▶ What this task involves
The entries below need to be transcribed verbatim.

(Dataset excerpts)
== Segment start ==
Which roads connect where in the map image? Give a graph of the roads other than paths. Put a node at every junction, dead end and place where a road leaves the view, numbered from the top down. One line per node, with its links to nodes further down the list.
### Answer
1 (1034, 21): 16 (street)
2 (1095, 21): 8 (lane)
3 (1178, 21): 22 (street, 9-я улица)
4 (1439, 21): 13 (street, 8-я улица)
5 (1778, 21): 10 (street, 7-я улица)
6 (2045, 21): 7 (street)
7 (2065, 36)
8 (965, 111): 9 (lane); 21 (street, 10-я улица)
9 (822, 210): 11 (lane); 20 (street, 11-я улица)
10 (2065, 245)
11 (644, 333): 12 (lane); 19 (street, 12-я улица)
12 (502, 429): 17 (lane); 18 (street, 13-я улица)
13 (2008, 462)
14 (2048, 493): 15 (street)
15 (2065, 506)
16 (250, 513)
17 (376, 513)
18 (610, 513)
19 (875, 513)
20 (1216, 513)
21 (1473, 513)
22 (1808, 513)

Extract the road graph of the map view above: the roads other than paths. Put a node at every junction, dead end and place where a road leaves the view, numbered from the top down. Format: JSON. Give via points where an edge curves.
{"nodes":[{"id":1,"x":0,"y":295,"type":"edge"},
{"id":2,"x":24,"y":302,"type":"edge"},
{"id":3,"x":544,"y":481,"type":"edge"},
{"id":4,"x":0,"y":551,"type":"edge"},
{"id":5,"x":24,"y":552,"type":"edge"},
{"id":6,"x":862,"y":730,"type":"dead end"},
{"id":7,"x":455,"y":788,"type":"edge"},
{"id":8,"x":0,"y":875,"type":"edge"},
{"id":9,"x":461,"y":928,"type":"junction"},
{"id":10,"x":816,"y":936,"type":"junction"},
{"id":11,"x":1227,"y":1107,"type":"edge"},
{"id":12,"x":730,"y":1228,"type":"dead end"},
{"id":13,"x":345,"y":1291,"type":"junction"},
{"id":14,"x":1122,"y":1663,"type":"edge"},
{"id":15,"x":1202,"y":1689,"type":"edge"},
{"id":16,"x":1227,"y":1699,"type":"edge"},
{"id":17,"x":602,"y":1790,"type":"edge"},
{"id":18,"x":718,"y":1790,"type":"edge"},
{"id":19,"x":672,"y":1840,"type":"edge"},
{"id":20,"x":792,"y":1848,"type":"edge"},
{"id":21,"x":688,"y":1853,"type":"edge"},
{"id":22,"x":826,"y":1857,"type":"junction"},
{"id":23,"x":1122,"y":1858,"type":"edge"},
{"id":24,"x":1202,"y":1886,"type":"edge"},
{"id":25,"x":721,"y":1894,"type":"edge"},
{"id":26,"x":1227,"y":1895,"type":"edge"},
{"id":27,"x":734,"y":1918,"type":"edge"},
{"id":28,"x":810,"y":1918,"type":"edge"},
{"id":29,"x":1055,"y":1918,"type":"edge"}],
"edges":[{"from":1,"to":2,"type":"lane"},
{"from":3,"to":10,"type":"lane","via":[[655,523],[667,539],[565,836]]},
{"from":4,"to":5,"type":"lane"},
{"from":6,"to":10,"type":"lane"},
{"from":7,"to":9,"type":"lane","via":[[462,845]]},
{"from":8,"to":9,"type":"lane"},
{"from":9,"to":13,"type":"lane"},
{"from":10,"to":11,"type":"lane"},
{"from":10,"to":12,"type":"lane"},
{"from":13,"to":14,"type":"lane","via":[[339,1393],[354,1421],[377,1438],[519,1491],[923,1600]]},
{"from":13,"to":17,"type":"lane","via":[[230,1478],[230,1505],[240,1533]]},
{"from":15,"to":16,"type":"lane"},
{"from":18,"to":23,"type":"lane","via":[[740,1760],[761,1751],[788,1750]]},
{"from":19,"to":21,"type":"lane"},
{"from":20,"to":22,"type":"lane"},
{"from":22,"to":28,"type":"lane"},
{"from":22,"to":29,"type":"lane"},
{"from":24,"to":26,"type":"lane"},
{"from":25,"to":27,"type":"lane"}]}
== Segment end ==
▶ Written response
Which roads connect where in the map image? Give a graph of the roads other than paths. Put a node at every junction, dead end and place where a road leaves the view, numbered from the top down. One line per node, with its links to nodes further down the list.
### Answer
1 (1034, 21): 16 (street)
2 (1095, 21): 8 (lane)
3 (1178, 21): 22 (street, 9-я улица)
4 (1439, 21): 13 (street, 8-я улица)
5 (1778, 21): 10 (street, 7-я улица)
6 (2045, 21): 7 (street)
7 (2065, 36)
8 (965, 111): 9 (lane); 21 (street, 10-я улица)
9 (822, 210): 11 (lane); 20 (street, 11-я улица)
10 (2065, 245)
11 (644, 333): 12 (lane); 19 (street, 12-я улица)
12 (502, 429): 17 (lane); 18 (street, 13-я улица)
13 (2008, 462)
14 (2048, 493): 15 (street)
15 (2065, 506)
16 (250, 513)
17 (376, 513)
18 (610, 513)
19 (875, 513)
20 (1216, 513)
21 (1473, 513)
22 (1808, 513)

Extract the road graph of the map view above: the roads other than paths. Put a node at every junction, dead end and place where a road leaves the view, numbered from the top down. Format: JSON. Give via points where an edge curves.
{"nodes":[{"id":1,"x":0,"y":295,"type":"edge"},
{"id":2,"x":24,"y":302,"type":"edge"},
{"id":3,"x":544,"y":481,"type":"edge"},
{"id":4,"x":0,"y":551,"type":"edge"},
{"id":5,"x":24,"y":552,"type":"edge"},
{"id":6,"x":862,"y":730,"type":"dead end"},
{"id":7,"x":455,"y":788,"type":"edge"},
{"id":8,"x":0,"y":875,"type":"edge"},
{"id":9,"x":461,"y":928,"type":"junction"},
{"id":10,"x":816,"y":936,"type":"junction"},
{"id":11,"x":1227,"y":1107,"type":"edge"},
{"id":12,"x":730,"y":1228,"type":"dead end"},
{"id":13,"x":345,"y":1291,"type":"junction"},
{"id":14,"x":1122,"y":1663,"type":"edge"},
{"id":15,"x":1202,"y":1689,"type":"edge"},
{"id":16,"x":1227,"y":1699,"type":"edge"},
{"id":17,"x":602,"y":1790,"type":"edge"},
{"id":18,"x":718,"y":1790,"type":"edge"},
{"id":19,"x":672,"y":1840,"type":"edge"},
{"id":20,"x":792,"y":1848,"type":"edge"},
{"id":21,"x":688,"y":1853,"type":"edge"},
{"id":22,"x":826,"y":1857,"type":"junction"},
{"id":23,"x":1122,"y":1858,"type":"edge"},
{"id":24,"x":1202,"y":1886,"type":"edge"},
{"id":25,"x":721,"y":1894,"type":"edge"},
{"id":26,"x":1227,"y":1895,"type":"edge"},
{"id":27,"x":734,"y":1918,"type":"edge"},
{"id":28,"x":810,"y":1918,"type":"edge"},
{"id":29,"x":1055,"y":1918,"type":"edge"}],
"edges":[{"from":1,"to":2,"type":"lane"},
{"from":3,"to":10,"type":"lane","via":[[655,523],[667,539],[565,836]]},
{"from":4,"to":5,"type":"lane"},
{"from":6,"to":10,"type":"lane"},
{"from":7,"to":9,"type":"lane","via":[[462,845]]},
{"from":8,"to":9,"type":"lane"},
{"from":9,"to":13,"type":"lane"},
{"from":10,"to":11,"type":"lane"},
{"from":10,"to":12,"type":"lane"},
{"from":13,"to":14,"type":"lane","via":[[339,1393],[354,1421],[377,1438],[519,1491],[923,1600]]},
{"from":13,"to":17,"type":"lane","via":[[230,1478],[230,1505],[240,1533]]},
{"from":15,"to":16,"type":"lane"},
{"from":18,"to":23,"type":"lane","via":[[740,1760],[761,1751],[788,1750]]},
{"from":19,"to":21,"type":"lane"},
{"from":20,"to":22,"type":"lane"},
{"from":22,"to":28,"type":"lane"},
{"from":22,"to":29,"type":"lane"},
{"from":24,"to":26,"type":"lane"},
{"from":25,"to":27,"type":"lane"}]}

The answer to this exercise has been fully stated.